For the United States the most significant emerging global challenge is actually within our own house and backyard, and it is the vitality of the American economy.  Unfortunately, we have spent far too much blood and treasure on the strategic wastes of Iraq and Afghanistan when our real source of strength and security rests within our own borders.  This is not in any way a call for isolationism, but instead to realize where our real strength and security comes from and it doesn’t come from slaying wretched guerillas in the troubled spots of the world in order to change societies in those places.

What would you research if given two years and unlimited resources?

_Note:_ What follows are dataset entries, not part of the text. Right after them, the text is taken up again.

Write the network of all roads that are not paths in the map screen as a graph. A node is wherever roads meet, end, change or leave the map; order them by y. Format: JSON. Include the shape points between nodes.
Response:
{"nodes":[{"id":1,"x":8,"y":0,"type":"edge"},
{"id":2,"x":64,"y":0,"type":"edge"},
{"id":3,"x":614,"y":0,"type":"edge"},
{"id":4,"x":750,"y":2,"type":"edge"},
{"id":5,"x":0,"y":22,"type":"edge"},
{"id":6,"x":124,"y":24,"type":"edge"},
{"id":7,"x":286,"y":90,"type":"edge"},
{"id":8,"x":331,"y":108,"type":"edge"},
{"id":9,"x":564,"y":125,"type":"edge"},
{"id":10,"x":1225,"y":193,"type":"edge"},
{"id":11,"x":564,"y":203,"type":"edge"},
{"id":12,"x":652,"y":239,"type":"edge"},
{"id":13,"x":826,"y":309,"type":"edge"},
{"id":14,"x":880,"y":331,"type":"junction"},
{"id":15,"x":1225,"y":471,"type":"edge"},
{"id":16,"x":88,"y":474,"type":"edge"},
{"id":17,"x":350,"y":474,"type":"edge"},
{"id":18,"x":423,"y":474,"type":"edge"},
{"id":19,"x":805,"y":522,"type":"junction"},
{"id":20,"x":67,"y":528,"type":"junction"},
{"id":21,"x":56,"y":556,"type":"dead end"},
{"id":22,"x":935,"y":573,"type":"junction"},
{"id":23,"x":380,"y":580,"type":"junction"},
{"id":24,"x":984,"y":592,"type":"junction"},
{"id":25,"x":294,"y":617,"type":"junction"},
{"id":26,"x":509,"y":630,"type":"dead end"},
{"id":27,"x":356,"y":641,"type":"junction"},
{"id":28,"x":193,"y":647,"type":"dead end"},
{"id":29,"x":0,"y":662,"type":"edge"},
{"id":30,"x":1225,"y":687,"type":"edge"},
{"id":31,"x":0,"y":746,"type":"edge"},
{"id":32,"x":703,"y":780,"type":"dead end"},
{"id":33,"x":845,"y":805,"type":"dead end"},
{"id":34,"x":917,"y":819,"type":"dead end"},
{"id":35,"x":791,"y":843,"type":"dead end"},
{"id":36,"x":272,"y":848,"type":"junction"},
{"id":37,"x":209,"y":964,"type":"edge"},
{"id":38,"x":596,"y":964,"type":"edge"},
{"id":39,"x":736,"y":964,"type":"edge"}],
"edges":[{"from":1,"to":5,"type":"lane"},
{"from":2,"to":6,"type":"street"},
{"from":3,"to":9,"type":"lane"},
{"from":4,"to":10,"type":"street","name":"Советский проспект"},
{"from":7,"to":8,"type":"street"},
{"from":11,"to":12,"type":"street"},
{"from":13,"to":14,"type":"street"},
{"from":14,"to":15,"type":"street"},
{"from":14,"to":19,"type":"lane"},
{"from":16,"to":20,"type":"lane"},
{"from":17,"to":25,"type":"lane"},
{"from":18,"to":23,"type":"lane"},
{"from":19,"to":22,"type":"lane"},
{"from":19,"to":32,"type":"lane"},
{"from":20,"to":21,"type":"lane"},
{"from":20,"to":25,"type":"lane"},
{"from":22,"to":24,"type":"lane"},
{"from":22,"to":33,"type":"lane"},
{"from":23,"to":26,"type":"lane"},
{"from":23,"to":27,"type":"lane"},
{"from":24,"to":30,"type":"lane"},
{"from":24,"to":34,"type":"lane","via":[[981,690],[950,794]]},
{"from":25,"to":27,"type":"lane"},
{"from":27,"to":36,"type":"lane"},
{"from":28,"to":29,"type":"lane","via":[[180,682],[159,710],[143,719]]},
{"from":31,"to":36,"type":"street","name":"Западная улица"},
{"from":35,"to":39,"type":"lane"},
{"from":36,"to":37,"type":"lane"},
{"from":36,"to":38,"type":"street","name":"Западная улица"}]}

Either of these two medieval battles: Poitiers or Agincourt.  I have always been quite interested in the military history of the medieval period, but have never had the time and resources to devote to primary historical research in that field.

What are your criticisms of the lessons drawn from past counterinsurgency campaigns, and how the United States has applied those lessons in Iraq and Afghanistan?

As I said above, counterinsurgency (COIN) American style doesn’t work.  History and current operational practice shows this to be the case.  American COIN is based on a flawed understanding of history, and it is based on a theory of insurgency and countering them that is equally flawed and broken.  Yet still, because folks think that COIN worked in Iraq during the Surge, we are attempting to replicate that “success” in Afghanistan.  Yet it is a fool’s errand and a strategic waste; we can accomplish the president’s core political objective in Afghanistan (“disrupt, disable, and eventually defeat al-Qaeda”) with much less blood and treasure.  Unfortunately the American Army and parts of the American defense establishment has placed itself in the straightjacket of the operational framework of population centric counterinsurgency, and cannot think otherwise about alternative strategies.  One hopes that with the upcoming change in American Army generalship in Afghanistan that finally some “otherwise” thinking might be injected.